* [Task] Transcribe the data exactly, stopping after the "I need the junctions" line.

Segment Open

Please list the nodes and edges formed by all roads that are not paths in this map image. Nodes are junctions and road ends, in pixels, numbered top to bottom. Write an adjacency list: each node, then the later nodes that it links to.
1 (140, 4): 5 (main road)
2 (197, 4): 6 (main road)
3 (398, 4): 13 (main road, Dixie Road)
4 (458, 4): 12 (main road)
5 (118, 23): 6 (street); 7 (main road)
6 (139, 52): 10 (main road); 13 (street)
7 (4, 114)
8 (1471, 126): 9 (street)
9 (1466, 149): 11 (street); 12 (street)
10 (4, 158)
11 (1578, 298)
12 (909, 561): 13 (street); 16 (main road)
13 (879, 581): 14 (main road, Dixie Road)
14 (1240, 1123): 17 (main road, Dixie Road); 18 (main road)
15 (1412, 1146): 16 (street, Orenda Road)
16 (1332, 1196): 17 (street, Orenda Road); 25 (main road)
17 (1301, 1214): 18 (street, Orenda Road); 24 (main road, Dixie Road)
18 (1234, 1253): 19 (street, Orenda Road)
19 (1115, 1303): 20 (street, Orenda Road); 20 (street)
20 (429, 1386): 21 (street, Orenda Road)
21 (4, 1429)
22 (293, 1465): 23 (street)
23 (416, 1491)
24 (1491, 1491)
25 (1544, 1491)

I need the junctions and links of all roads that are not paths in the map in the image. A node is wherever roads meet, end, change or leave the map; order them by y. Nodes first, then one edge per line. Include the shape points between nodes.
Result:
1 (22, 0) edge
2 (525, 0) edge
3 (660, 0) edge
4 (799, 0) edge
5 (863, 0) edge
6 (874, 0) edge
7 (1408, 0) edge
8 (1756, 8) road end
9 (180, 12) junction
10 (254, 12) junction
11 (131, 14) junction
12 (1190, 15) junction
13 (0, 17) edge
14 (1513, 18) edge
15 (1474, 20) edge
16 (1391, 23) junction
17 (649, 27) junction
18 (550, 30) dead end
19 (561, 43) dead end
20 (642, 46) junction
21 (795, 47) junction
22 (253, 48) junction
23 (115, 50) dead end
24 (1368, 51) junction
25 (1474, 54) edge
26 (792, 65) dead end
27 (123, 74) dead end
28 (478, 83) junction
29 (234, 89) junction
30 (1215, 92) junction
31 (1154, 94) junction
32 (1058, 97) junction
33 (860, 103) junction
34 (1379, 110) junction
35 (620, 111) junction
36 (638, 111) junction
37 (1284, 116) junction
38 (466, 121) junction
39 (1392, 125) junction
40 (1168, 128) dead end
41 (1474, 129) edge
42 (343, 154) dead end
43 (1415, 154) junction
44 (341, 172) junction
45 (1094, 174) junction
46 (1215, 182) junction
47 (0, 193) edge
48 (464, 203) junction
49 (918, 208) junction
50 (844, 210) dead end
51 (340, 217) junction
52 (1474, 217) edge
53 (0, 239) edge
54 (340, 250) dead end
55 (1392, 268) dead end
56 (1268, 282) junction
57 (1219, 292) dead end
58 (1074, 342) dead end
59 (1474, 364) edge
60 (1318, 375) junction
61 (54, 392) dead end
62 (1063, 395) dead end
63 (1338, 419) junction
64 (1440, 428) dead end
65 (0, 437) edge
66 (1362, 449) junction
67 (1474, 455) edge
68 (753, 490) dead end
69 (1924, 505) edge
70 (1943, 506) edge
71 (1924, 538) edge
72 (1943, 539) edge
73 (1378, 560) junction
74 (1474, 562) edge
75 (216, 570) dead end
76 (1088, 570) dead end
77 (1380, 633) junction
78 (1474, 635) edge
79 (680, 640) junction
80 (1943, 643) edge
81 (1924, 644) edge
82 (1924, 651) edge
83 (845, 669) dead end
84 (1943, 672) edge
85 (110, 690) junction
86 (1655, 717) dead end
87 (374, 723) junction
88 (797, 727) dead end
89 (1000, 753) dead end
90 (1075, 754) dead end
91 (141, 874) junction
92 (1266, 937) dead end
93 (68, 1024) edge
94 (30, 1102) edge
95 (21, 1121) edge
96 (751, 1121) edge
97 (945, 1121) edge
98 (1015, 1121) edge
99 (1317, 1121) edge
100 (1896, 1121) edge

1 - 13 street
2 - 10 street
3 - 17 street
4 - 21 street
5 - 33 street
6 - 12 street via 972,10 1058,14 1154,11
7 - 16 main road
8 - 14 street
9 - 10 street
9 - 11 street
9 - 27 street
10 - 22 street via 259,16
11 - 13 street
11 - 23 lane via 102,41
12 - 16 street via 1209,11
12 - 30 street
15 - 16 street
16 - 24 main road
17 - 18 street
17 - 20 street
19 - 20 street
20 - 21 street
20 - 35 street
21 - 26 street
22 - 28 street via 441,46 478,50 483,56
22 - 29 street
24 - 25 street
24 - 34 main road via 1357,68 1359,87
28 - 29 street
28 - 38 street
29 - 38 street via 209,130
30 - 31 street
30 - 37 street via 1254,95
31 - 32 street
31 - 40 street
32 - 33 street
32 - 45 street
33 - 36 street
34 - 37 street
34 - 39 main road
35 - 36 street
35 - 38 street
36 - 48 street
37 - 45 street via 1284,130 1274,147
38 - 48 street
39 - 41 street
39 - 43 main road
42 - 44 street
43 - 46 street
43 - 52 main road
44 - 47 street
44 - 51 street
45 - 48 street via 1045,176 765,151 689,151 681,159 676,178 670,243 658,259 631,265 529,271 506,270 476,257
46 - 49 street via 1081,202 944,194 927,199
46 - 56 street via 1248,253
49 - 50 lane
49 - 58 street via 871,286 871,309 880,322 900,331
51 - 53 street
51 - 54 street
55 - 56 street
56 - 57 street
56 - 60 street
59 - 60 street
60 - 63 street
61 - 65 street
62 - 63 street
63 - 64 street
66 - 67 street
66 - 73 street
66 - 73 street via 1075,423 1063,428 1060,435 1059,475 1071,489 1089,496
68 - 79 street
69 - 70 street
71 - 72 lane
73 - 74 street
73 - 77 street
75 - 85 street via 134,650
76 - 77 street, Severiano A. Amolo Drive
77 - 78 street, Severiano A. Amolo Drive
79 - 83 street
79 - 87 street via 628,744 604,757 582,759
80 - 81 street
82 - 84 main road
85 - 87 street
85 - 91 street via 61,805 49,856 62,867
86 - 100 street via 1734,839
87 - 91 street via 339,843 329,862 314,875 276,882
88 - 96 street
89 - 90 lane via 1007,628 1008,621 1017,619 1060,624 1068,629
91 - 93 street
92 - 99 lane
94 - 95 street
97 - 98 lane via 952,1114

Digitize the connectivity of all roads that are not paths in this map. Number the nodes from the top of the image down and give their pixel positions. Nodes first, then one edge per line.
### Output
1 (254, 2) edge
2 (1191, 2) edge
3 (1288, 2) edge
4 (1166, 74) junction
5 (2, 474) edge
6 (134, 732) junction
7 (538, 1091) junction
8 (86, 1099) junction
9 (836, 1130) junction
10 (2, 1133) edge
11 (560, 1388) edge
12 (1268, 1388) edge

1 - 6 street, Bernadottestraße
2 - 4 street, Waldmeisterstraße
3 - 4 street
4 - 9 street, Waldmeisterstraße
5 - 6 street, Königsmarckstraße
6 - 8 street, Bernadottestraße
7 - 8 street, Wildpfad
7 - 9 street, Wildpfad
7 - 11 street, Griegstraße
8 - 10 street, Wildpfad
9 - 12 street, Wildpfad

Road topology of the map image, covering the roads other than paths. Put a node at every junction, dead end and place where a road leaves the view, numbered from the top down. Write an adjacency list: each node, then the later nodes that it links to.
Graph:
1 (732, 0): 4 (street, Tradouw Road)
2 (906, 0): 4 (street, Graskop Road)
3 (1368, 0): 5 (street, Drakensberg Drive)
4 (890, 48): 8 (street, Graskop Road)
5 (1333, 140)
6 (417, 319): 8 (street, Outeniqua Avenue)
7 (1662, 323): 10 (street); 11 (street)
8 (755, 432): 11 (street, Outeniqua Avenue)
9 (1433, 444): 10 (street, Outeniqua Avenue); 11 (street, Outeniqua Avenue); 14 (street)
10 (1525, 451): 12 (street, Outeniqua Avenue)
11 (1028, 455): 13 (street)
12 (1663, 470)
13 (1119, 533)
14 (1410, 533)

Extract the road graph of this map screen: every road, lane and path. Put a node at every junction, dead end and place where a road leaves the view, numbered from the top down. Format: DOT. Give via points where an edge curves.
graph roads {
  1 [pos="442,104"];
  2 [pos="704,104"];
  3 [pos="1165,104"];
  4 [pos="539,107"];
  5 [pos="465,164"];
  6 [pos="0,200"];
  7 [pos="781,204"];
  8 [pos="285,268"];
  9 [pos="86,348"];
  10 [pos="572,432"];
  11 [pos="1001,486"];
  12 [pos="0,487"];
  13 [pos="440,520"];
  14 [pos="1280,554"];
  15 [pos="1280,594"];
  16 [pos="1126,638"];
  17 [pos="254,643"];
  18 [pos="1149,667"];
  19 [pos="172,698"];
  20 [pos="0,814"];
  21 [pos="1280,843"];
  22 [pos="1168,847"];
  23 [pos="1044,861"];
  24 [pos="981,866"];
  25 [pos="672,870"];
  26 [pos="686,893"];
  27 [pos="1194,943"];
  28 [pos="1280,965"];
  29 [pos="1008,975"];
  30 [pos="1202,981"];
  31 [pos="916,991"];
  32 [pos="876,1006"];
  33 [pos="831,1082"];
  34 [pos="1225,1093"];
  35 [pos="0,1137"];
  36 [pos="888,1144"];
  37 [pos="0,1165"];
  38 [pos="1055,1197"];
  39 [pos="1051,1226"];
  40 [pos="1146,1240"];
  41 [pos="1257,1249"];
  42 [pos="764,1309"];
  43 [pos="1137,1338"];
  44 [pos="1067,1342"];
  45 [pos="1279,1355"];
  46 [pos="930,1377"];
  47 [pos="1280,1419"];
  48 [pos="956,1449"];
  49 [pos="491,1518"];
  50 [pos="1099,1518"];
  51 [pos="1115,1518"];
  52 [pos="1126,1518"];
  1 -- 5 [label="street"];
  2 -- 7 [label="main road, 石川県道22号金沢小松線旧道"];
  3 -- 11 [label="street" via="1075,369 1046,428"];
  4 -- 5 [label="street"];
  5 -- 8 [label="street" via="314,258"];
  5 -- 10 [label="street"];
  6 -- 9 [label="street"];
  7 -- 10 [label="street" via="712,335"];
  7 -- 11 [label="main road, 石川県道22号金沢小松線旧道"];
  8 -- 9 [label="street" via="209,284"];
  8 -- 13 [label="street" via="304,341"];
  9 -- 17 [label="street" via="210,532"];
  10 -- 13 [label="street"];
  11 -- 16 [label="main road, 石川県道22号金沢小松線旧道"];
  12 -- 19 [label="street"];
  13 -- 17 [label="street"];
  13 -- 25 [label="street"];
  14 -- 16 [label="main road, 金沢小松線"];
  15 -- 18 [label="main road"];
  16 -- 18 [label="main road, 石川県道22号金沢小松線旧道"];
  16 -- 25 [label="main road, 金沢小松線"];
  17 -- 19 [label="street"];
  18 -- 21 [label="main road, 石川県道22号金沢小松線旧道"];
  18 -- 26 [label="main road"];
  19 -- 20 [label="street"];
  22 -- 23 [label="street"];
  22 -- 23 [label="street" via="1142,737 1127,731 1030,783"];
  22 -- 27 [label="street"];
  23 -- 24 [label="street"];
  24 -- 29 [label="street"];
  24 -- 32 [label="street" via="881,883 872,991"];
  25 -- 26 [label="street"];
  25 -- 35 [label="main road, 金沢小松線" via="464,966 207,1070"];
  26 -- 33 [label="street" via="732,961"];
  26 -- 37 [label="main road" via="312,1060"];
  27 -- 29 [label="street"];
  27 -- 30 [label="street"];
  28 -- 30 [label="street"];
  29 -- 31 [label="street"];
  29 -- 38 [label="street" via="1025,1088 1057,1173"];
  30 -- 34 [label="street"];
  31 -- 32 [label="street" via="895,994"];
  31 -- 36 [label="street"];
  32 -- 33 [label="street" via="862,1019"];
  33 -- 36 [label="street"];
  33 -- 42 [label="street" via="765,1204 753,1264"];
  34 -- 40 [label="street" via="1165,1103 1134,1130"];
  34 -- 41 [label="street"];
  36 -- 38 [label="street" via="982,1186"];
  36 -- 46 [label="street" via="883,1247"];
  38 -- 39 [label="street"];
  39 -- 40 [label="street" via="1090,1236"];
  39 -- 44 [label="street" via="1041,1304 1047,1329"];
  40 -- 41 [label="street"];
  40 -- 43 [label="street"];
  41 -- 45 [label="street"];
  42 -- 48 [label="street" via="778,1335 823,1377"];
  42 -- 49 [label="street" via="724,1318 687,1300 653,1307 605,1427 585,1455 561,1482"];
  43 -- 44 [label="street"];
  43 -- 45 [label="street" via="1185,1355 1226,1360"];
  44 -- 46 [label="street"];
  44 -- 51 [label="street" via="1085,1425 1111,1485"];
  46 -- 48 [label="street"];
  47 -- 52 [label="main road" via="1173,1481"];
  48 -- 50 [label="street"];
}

Segment Closed

* [Written answer]
Please list the nodes and edges formed by all roads that are not paths in this map image. Nodes are junctions and road ends, in pixels, numbered top to bottom. Write an adjacency list: each node, then the later nodes that it links to.
1 (140, 4): 5 (main road)
2 (197, 4): 6 (main road)
3 (398, 4): 13 (main road, Dixie Road)
4 (458, 4): 12 (main road)
5 (118, 23): 6 (street); 7 (main road)
6 (139, 52): 10 (main road); 13 (street)
7 (4, 114)
8 (1471, 126): 9 (street)
9 (1466, 149): 11 (street); 12 (street)
10 (4, 158)
11 (1578, 298)
12 (909, 561): 13 (street); 16 (main road)
13 (879, 581): 14 (main road, Dixie Road)
14 (1240, 1123): 17 (main road, Dixie Road); 18 (main road)
15 (1412, 1146): 16 (street, Orenda Road)
16 (1332, 1196): 17 (street, Orenda Road); 25 (main road)
17 (1301, 1214): 18 (street, Orenda Road); 24 (main road, Dixie Road)
18 (1234, 1253): 19 (street, Orenda Road)
19 (1115, 1303): 20 (street, Orenda Road); 20 (street)
20 (429, 1386): 21 (street, Orenda Road)
21 (4, 1429)
22 (293, 1465): 23 (street)
23 (416, 1491)
24 (1491, 1491)
25 (1544, 1491)

I need the junctions and links of all roads that are not paths in the map in the image. A node is wherever roads meet, end, change or leave the map; order them by y. Nodes first, then one edge per line. Include the shape points between nodes.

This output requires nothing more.